You can see this continuity between founding insight and current purpose in Evaheld's mission and vision. The company exists to help people preserve memories, wishes, and identity in ways that are accessible over time. The intention is not to replace human care with technology. It is to let technology carry care further, so more families can begin earlier, update material over the years, and share what matters at the right moment.

This is also where the natural path into action becomes clear. Someone reading the founding story does not need to wait for a perfect grand project. The most faithful response is to begin a vault with one story, one message, or one piece of practical information and keep building. Evaheld was started to make that kind of beginning possible, even for people who are busy, grieving, private, uncertain, or overwhelmed.

Which planning needs sit inside Evaheld's origin story

A common misconception is that Evaheld began only as a memory-preservation idea. In reality, the founding story includes wider planning needs from the start. When families face illness, ageing, sudden change, or death, they need stories and emotional reassurance, but they also need instructions, context, and orderly information. The founders saw that these things belong together. A person's values, medical wishes, practical details, and loving messages all help others care for them more faithfully.

That is part of the meaning behind the name Evaheld. The platform is meant to hold what should not be dropped: identity, intention, memory, and vital context. Evaheld got started because the founders could see that families are often forced to piece together these threads from scattered devices, stressed conversations, and incomplete recollections. A better system had to feel emotionally warm whilst also being organised enough to support real-life decisions.

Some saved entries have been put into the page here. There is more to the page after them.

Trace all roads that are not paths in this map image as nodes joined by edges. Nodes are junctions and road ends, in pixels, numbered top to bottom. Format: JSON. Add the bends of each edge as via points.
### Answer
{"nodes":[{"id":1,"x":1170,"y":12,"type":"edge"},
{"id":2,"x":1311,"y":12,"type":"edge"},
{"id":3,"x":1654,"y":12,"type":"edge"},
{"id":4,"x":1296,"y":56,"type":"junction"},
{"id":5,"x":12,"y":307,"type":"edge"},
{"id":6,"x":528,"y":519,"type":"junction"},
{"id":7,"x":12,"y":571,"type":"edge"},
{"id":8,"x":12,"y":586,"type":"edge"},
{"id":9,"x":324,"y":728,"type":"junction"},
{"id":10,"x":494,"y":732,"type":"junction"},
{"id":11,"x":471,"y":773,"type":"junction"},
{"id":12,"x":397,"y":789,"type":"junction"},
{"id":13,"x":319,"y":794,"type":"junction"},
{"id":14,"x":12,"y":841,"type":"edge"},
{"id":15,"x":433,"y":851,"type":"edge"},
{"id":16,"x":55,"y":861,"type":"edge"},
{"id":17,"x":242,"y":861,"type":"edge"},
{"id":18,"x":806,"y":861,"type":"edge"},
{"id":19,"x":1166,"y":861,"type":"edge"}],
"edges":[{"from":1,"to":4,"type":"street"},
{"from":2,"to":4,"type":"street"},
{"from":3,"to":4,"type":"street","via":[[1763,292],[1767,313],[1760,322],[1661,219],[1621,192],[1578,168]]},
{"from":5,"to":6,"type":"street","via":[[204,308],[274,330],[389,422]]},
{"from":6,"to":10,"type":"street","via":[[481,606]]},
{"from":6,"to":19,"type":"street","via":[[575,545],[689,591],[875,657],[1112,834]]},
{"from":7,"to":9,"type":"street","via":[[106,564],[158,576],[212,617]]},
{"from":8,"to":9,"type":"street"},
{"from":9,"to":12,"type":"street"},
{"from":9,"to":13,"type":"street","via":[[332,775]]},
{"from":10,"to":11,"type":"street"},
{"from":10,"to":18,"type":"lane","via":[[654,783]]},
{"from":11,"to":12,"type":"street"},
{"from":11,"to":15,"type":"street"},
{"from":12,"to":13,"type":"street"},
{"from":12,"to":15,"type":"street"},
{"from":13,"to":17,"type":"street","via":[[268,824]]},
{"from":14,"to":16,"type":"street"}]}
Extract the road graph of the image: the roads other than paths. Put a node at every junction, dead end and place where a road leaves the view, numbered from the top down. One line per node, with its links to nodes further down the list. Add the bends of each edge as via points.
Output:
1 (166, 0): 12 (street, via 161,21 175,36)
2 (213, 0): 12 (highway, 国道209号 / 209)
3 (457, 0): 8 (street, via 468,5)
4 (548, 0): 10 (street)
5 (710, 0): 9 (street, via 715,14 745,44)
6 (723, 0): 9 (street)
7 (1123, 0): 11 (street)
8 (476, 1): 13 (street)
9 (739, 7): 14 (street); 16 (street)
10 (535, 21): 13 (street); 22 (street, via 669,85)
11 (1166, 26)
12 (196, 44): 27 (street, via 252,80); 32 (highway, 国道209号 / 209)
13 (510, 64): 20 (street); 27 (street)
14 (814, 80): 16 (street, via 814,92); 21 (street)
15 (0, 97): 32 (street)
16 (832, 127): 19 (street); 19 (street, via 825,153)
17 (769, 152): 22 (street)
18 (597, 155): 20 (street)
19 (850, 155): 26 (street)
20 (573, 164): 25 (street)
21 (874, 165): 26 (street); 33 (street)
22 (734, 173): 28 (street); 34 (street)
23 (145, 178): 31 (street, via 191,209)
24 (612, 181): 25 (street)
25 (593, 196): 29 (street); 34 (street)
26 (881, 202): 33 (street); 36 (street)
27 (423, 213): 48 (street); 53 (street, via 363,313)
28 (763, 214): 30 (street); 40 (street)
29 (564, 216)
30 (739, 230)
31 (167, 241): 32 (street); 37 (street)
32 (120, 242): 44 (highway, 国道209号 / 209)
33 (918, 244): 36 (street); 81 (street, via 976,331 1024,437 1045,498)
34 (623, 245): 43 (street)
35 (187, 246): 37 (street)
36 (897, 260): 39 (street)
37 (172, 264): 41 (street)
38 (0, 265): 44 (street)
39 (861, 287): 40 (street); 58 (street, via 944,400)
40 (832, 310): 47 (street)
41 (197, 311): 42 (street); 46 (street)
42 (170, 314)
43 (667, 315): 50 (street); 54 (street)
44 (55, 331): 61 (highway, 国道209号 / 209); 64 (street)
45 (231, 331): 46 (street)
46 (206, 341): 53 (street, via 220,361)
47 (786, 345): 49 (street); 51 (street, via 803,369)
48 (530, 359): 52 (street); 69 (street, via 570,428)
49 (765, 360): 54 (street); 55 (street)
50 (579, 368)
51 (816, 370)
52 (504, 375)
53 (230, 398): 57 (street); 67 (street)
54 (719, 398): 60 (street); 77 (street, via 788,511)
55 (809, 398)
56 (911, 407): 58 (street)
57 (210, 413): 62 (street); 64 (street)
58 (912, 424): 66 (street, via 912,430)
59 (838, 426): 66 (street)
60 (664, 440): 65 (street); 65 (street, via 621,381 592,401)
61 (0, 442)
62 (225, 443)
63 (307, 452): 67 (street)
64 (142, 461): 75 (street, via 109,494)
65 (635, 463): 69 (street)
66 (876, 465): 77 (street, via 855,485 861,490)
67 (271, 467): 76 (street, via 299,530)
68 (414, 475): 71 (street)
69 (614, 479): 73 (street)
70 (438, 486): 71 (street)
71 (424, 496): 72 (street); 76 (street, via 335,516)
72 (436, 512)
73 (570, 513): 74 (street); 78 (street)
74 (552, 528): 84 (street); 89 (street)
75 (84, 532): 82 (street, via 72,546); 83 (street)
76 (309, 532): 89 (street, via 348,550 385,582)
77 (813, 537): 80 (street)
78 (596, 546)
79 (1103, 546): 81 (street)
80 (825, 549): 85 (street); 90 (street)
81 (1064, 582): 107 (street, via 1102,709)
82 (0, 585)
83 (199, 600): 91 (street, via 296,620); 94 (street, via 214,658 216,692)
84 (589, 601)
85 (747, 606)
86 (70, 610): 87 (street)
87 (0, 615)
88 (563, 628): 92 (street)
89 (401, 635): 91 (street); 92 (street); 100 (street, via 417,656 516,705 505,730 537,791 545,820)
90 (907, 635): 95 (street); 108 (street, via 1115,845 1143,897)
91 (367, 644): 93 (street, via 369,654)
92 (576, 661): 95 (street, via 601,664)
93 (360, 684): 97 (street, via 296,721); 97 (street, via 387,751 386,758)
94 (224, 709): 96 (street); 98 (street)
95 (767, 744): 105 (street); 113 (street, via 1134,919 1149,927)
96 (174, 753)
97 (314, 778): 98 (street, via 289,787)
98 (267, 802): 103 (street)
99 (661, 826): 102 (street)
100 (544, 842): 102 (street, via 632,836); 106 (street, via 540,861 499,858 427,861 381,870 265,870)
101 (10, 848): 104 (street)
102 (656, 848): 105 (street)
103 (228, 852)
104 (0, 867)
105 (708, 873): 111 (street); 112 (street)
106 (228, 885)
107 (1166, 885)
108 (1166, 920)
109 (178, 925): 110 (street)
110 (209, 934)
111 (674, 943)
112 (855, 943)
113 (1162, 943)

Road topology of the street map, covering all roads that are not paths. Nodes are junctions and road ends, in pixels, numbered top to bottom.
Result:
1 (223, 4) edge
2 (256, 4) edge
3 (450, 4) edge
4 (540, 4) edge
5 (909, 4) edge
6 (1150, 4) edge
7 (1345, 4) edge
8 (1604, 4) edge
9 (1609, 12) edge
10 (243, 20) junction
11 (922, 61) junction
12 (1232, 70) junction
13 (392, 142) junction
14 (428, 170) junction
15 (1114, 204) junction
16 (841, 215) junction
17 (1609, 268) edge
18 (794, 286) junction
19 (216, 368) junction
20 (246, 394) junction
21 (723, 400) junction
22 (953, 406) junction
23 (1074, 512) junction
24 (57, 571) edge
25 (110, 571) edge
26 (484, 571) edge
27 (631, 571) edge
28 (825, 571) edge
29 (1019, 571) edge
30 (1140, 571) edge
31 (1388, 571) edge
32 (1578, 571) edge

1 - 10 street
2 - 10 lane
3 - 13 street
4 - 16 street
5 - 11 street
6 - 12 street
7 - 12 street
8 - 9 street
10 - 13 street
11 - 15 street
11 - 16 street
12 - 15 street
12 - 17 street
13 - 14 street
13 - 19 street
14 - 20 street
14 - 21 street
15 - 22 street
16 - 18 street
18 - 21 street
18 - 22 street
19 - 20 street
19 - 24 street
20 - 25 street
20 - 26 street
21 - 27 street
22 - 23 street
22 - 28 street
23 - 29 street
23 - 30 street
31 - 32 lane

Why this origin still shapes a global mission today

Evaheld's founding story still matters because the original problem has not gone away. Families everywhere are balancing distance, pressure, illness, digital clutter, and the emotional difficulty of saying important things before a crisis. The platform's global relevance comes from meeting that universal human need without assuming one family structure, one life stage, or one cultural script. What began as intimate, local support became a digital model that can serve people across generations, languages, and changing circumstances whilst keeping the same central promise: preserve the human being, not just the paperwork.

That is why the company continues to hold together story, identity, care, and practical planning in one place rather than splitting them into disconnected tasks. Evaheld got started because two founders saw too many families carrying avoidable regret. It continues because that regret is still preventable when people have a calm, structured way to record who they are, what they want, and what they want loved ones to remember.